• PROBLEM TO SOLVE:
Your answer must be an exact copy of the data, without any pictures.

• PROVIDED ENTRIES:
________

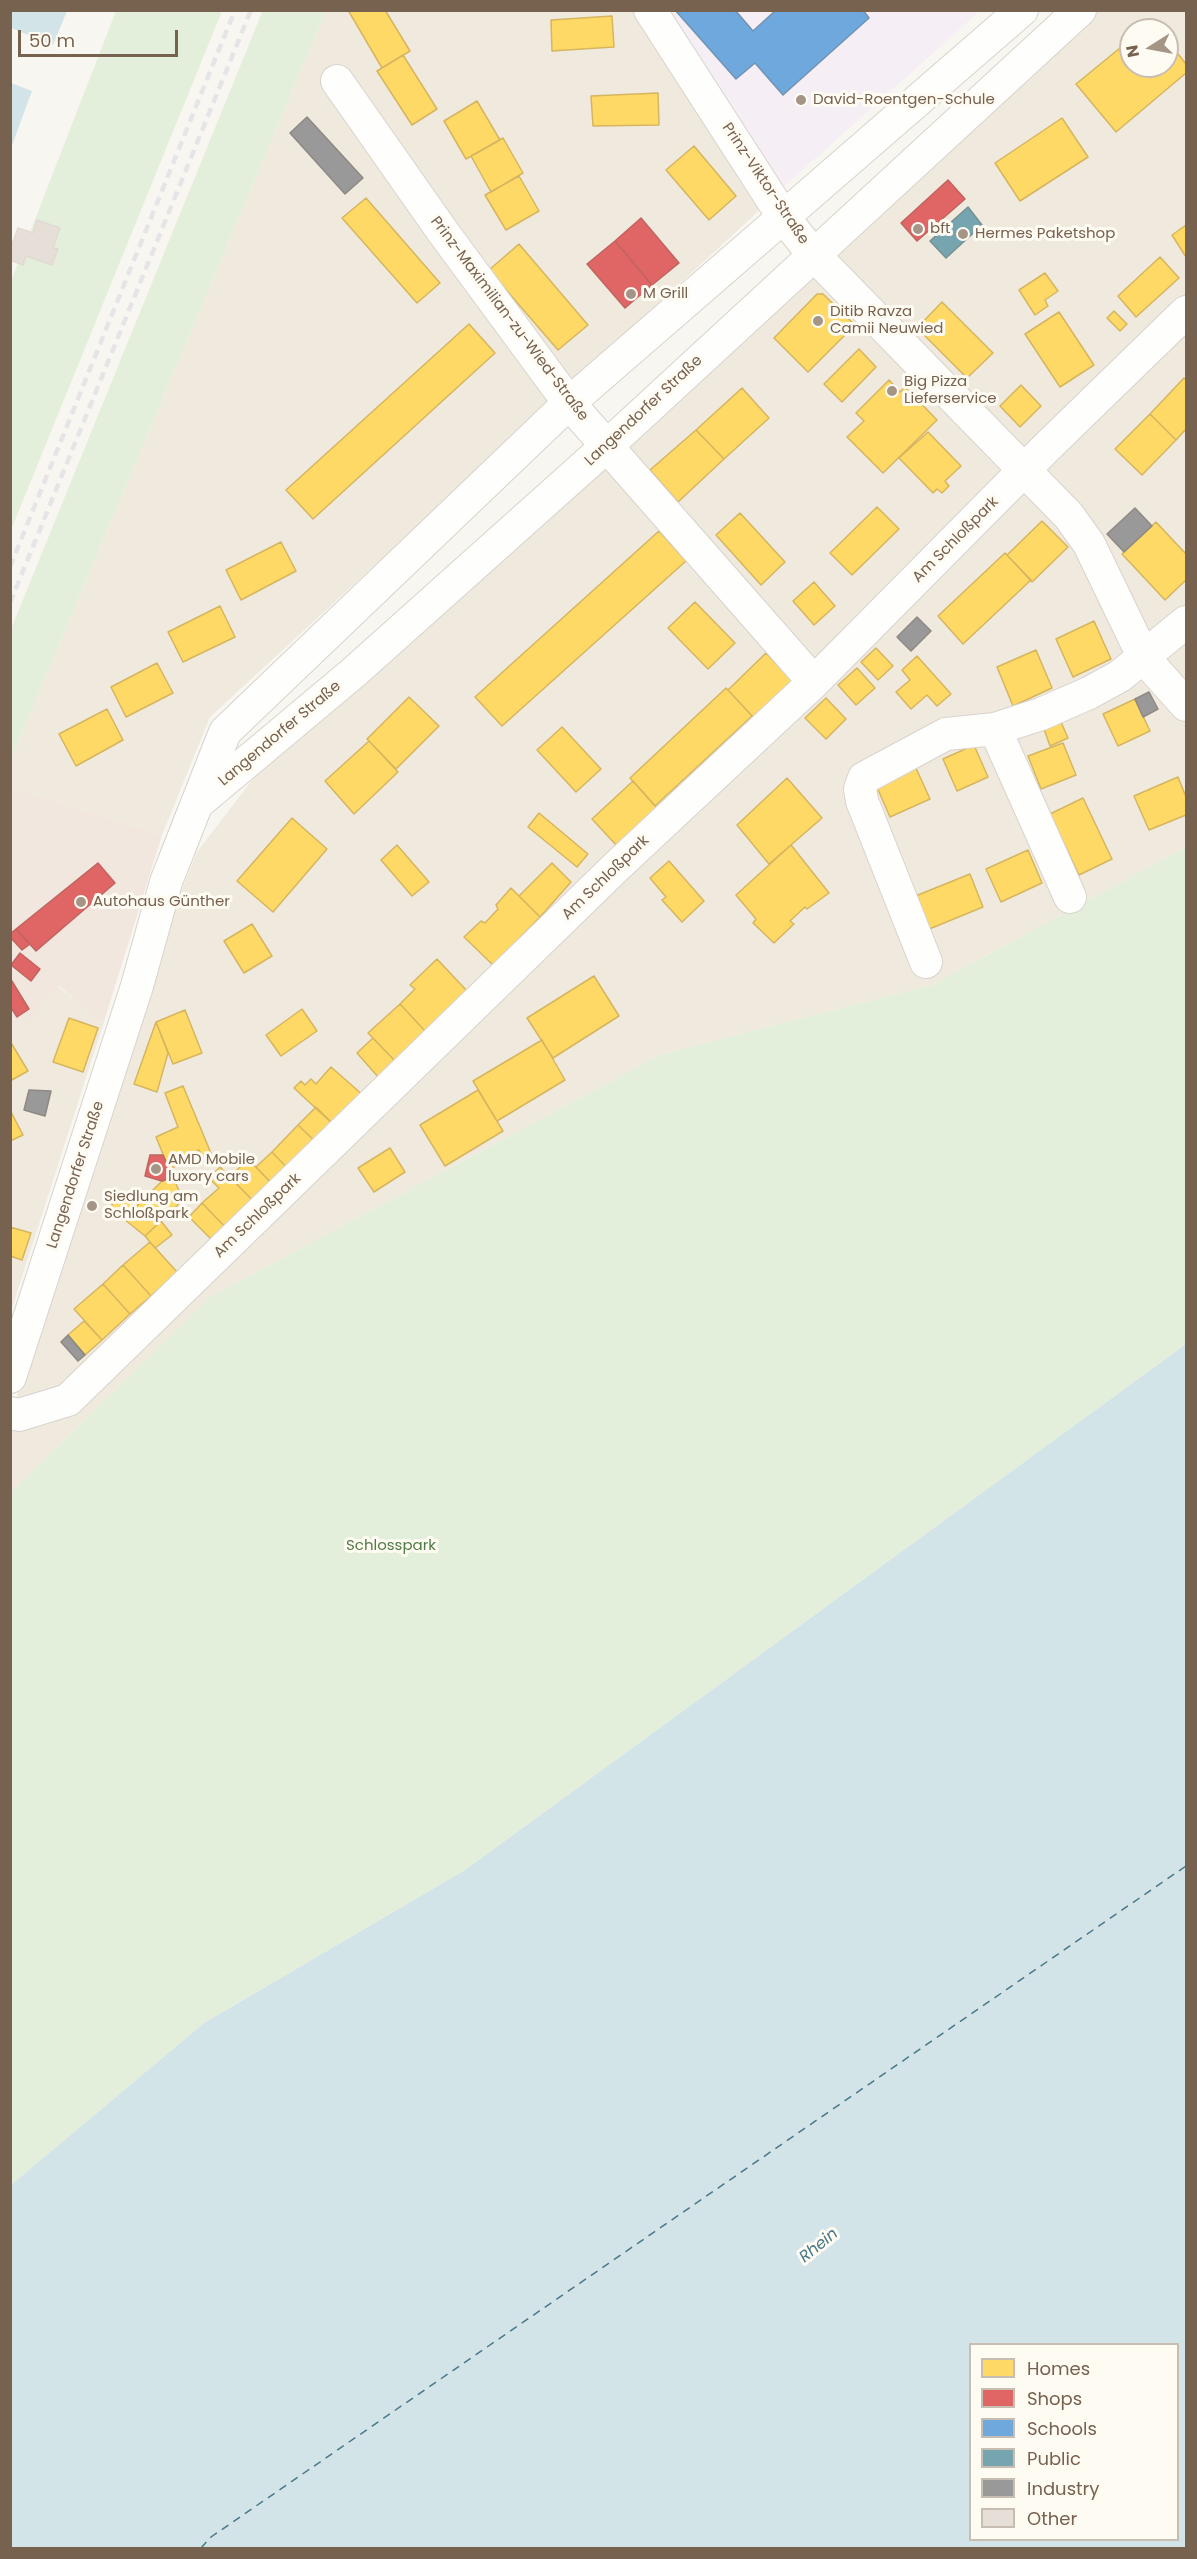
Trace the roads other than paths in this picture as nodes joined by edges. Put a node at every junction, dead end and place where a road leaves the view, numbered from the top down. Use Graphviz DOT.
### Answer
graph roads {
  1 [pos="650,10"];
  2 [pos="1022,10"];
  3 [pos="1080,10"];
  4 [pos="337,81"];
  5 [pos="784,218"];
  6 [pos="813,254"];
  7 [pos="1186,312"];
  8 [pos="569,403"];
  9 [pos="608,445"];
  10 [pos="1025,471"];
  11 [pos="1186,622"];
  12 [pos="1144,658"];
  13 [pos="814,682"];
  14 [pos="1186,705"];
  15 [pos="995,729"];
  16 [pos="199,802"];
  17 [pos="1070,897"];
  18 [pos="926,962"];
  19 [pos="10,1377"];
  20 [pos="10,1413"];
  1 -- 5 [label="street, Prinz-Viktor-Straße"];
  2 -- 5 [label="street, Langendorfer Straße"];
  3 -- 6 [label="street, Langendorfer Straße"];
  4 -- 8 [label="street, Prinz-Maximilian-zu-Wied-Straße"];
  5 -- 6 [label="street, Prinz-Viktor-Straße"];
  5 -- 8 [label="street, Langendorfer Straße"];
  6 -- 9 [label="street, Langendorfer Straße"];
  6 -- 10 [label="street, Prinz-Viktor-Straße"];
  7 -- 10 [label="street, Am Schloßpark"];
  8 -- 9 [label="street, Prinz-Maximilian-zu-Wied-Straße"];
  8 -- 16 [label="street, Langendorfer Straße"];
  9 -- 13 [label="street, Prinz-Maximilian-zu-Wied-Straße"];
  9 -- 16 [label="street, Langendorfer Straße"];
  10 -- 12 [label="street, Prinz-Viktor-Straße"];
  10 -- 13 [label="street, Am Schloßpark"];
  11 -- 12 [label="street"];
  12 -- 14 [label="street, Prinz-Viktor-Straße"];
  12 -- 15 [label="street"];
  13 -- 20 [label="street, Am Schloßpark"];
  15 -- 17 [label="street"];
  15 -- 18 [label="street"];
  16 -- 19 [label="street, Langendorfer Straße"];
}
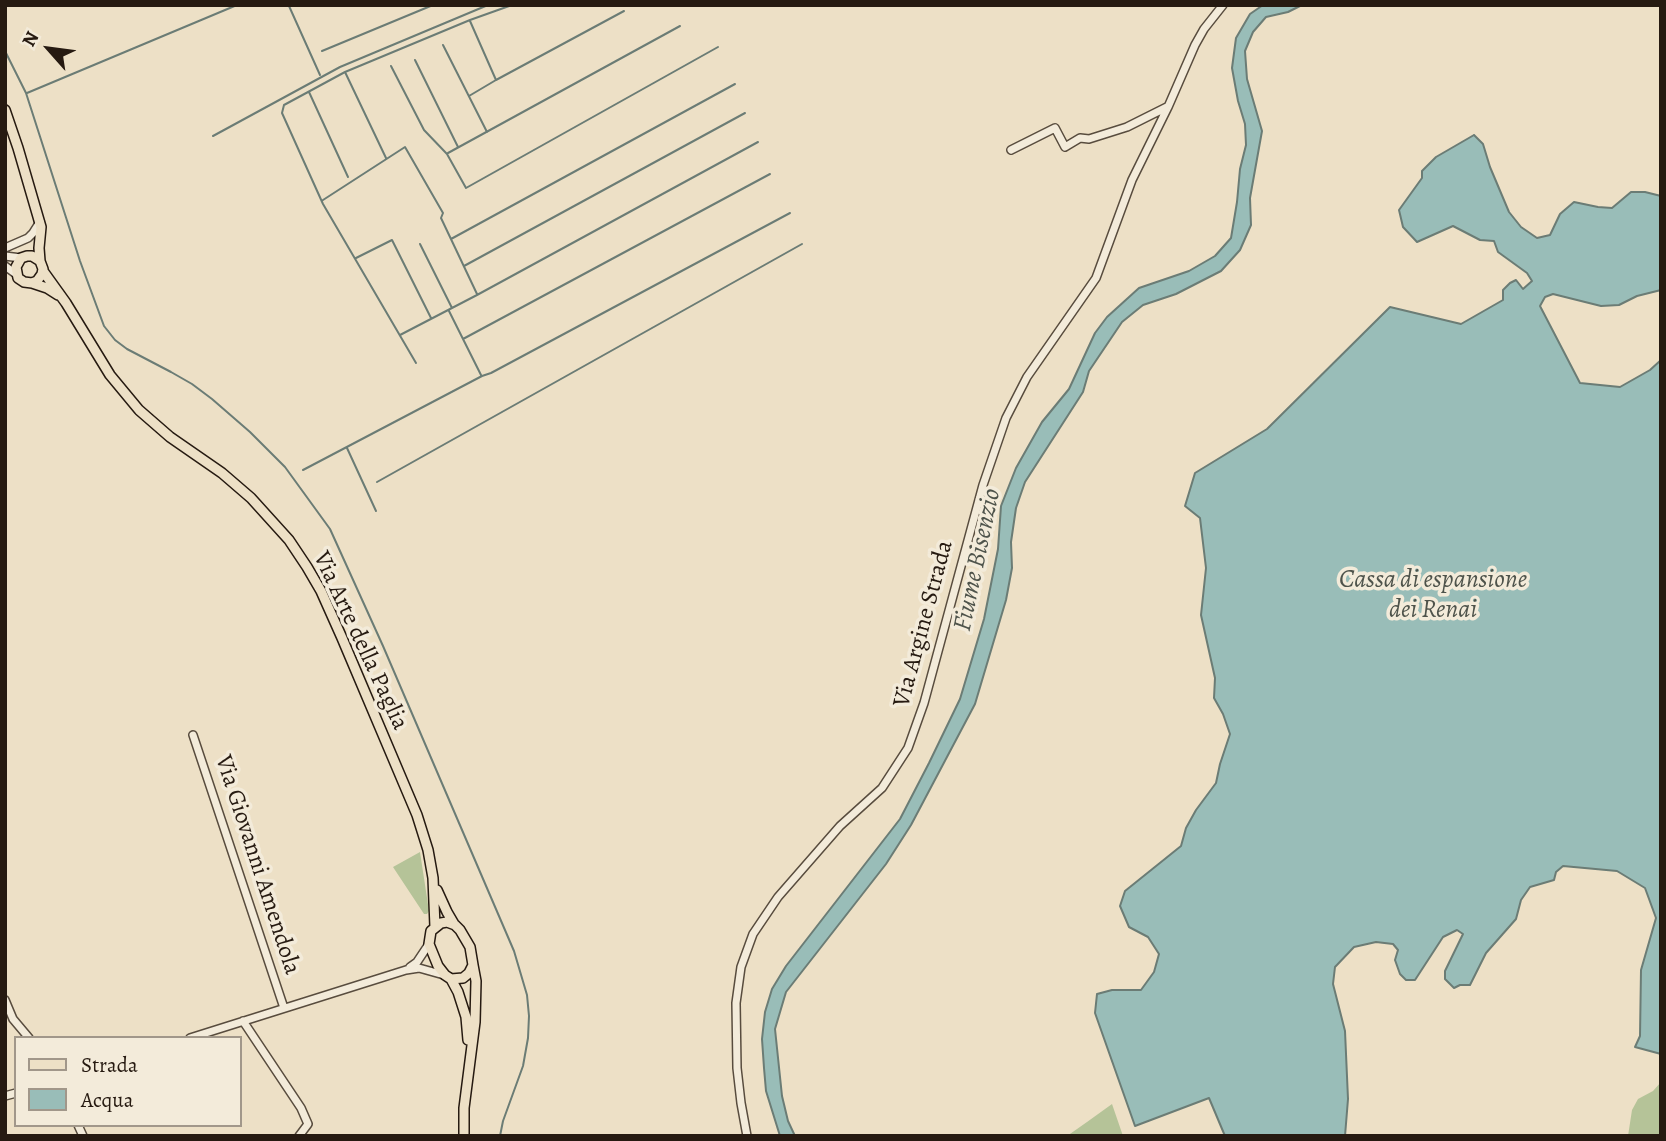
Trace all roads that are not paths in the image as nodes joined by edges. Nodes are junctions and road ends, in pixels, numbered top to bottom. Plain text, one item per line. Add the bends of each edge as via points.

________

• SOLUTION FOR THIS PROBLEM:
Trace the roads other than paths in this picture as nodes joined by edges. Put a node at every junction, dead end and place where a road leaves the view, numbered from the top down. Use Graphviz DOT.
### Answer
graph roads {
  1 [pos="650,10"];
  2 [pos="1022,10"];
  3 [pos="1080,10"];
  4 [pos="337,81"];
  5 [pos="784,218"];
  6 [pos="813,254"];
  7 [pos="1186,312"];
  8 [pos="569,403"];
  9 [pos="608,445"];
  10 [pos="1025,471"];
  11 [pos="1186,622"];
  12 [pos="1144,658"];
  13 [pos="814,682"];
  14 [pos="1186,705"];
  15 [pos="995,729"];
  16 [pos="199,802"];
  17 [pos="1070,897"];
  18 [pos="926,962"];
  19 [pos="10,1377"];
  20 [pos="10,1413"];
  1 -- 5 [label="street, Prinz-Viktor-Straße"];
  2 -- 5 [label="street, Langendorfer Straße"];
  3 -- 6 [label="street, Langendorfer Straße"];
  4 -- 8 [label="street, Prinz-Maximilian-zu-Wied-Straße"];
  5 -- 6 [label="street, Prinz-Viktor-Straße"];
  5 -- 8 [label="street, Langendorfer Straße"];
  6 -- 9 [label="street, Langendorfer Straße"];
  6 -- 10 [label="street, Prinz-Viktor-Straße"];
  7 -- 10 [label="street, Am Schloßpark"];
  8 -- 9 [label="street, Prinz-Maximilian-zu-Wied-Straße"];
  8 -- 16 [label="street, Langendorfer Straße"];
  9 -- 13 [label="street, Prinz-Maximilian-zu-Wied-Straße"];
  9 -- 16 [label="street, Langendorfer Straße"];
  10 -- 12 [label="street, Prinz-Viktor-Straße"];
  10 -- 13 [label="street, Am Schloßpark"];
  11 -- 12 [label="street"];
  12 -- 14 [label="street, Prinz-Viktor-Straße"];
  12 -- 15 [label="street"];
  13 -- 20 [label="street, Am Schloßpark"];
  15 -- 17 [label="street"];
  15 -- 18 [label="street"];
  16 -- 19 [label="street, Langendorfer Straße"];
}
Trace all roads that are not paths in the image as nodes joined by edges. Nodes are junctions and road ends, in pixels, numbered top to bottom. Plain text, one item per line. Add the bends of each edge as via points.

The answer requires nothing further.